Please return the full listing exactly as written, with the images removed.
»»
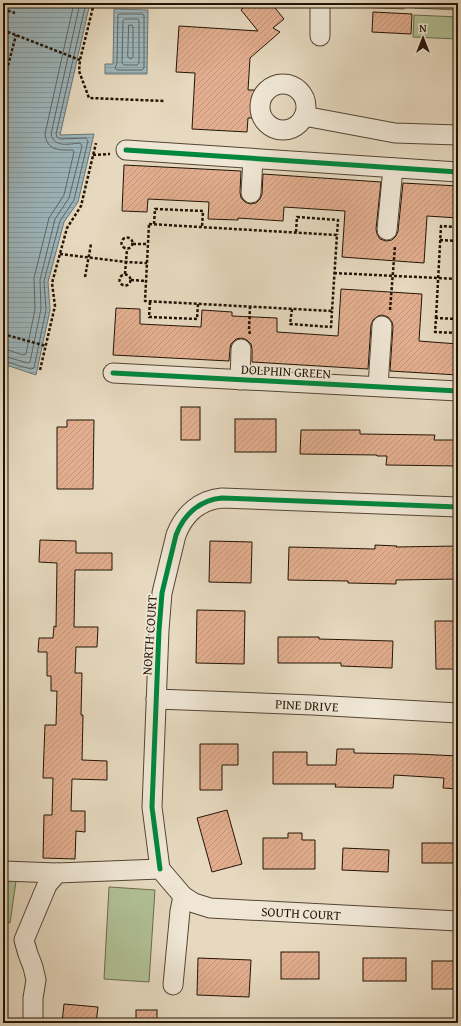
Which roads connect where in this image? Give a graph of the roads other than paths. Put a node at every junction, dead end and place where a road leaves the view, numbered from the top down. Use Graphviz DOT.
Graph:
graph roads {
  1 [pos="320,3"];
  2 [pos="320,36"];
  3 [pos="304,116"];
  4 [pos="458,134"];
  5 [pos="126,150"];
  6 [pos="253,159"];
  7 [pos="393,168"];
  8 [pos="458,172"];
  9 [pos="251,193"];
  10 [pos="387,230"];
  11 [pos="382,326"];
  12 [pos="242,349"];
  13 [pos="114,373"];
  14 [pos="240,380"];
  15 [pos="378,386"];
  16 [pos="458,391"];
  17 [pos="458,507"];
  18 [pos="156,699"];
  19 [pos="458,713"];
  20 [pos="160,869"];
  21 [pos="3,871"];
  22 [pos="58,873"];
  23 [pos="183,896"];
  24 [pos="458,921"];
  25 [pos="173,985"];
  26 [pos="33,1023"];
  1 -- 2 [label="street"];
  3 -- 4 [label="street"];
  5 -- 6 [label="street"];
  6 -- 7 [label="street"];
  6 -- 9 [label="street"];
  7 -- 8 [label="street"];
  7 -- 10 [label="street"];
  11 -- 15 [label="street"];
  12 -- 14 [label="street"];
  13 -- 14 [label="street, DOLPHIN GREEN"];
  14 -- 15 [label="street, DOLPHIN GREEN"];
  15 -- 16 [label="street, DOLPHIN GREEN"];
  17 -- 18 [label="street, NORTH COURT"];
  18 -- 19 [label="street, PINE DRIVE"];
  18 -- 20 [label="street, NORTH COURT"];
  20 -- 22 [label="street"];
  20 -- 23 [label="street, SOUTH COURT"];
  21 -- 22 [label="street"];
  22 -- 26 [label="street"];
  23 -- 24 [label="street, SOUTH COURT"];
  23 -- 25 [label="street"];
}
««
• [TASK OUTPUT]
Which roads connect where in this image? Give a graph of the roads other than paths. Put a node at every junction, dead end and place where a road leaves the view, numbered from the top down. Use Graphviz DOT.
Graph:
graph roads {
  1 [pos="320,3"];
  2 [pos="320,36"];
  3 [pos="304,116"];
  4 [pos="458,134"];
  5 [pos="126,150"];
  6 [pos="253,159"];
  7 [pos="393,168"];
  8 [pos="458,172"];
  9 [pos="251,193"];
  10 [pos="387,230"];
  11 [pos="382,326"];
  12 [pos="242,349"];
  13 [pos="114,373"];
  14 [pos="240,380"];
  15 [pos="378,386"];
  16 [pos="458,391"];
  17 [pos="458,507"];
  18 [pos="156,699"];
  19 [pos="458,713"];
  20 [pos="160,869"];
  21 [pos="3,871"];
  22 [pos="58,873"];
  23 [pos="183,896"];
  24 [pos="458,921"];
  25 [pos="173,985"];
  26 [pos="33,1023"];
  1 -- 2 [label="street"];
  3 -- 4 [label="street"];
  5 -- 6 [label="street"];
  6 -- 7 [label="street"];
  6 -- 9 [label="street"];
  7 -- 8 [label="street"];
  7 -- 10 [label="street"];
  11 -- 15 [label="street"];
  12 -- 14 [label="street"];
  13 -- 14 [label="street, DOLPHIN GREEN"];
  14 -- 15 [label="street, DOLPHIN GREEN"];
  15 -- 16 [label="street, DOLPHIN GREEN"];
  17 -- 18 [label="street, NORTH COURT"];
  18 -- 19 [label="street, PINE DRIVE"];
  18 -- 20 [label="street, NORTH COURT"];
  20 -- 22 [label="street"];
  20 -- 23 [label="street, SOUTH COURT"];
  21 -- 22 [label="street"];
  22 -- 26 [label="street"];
  23 -- 24 [label="street, SOUTH COURT"];
  23 -- 25 [label="street"];
}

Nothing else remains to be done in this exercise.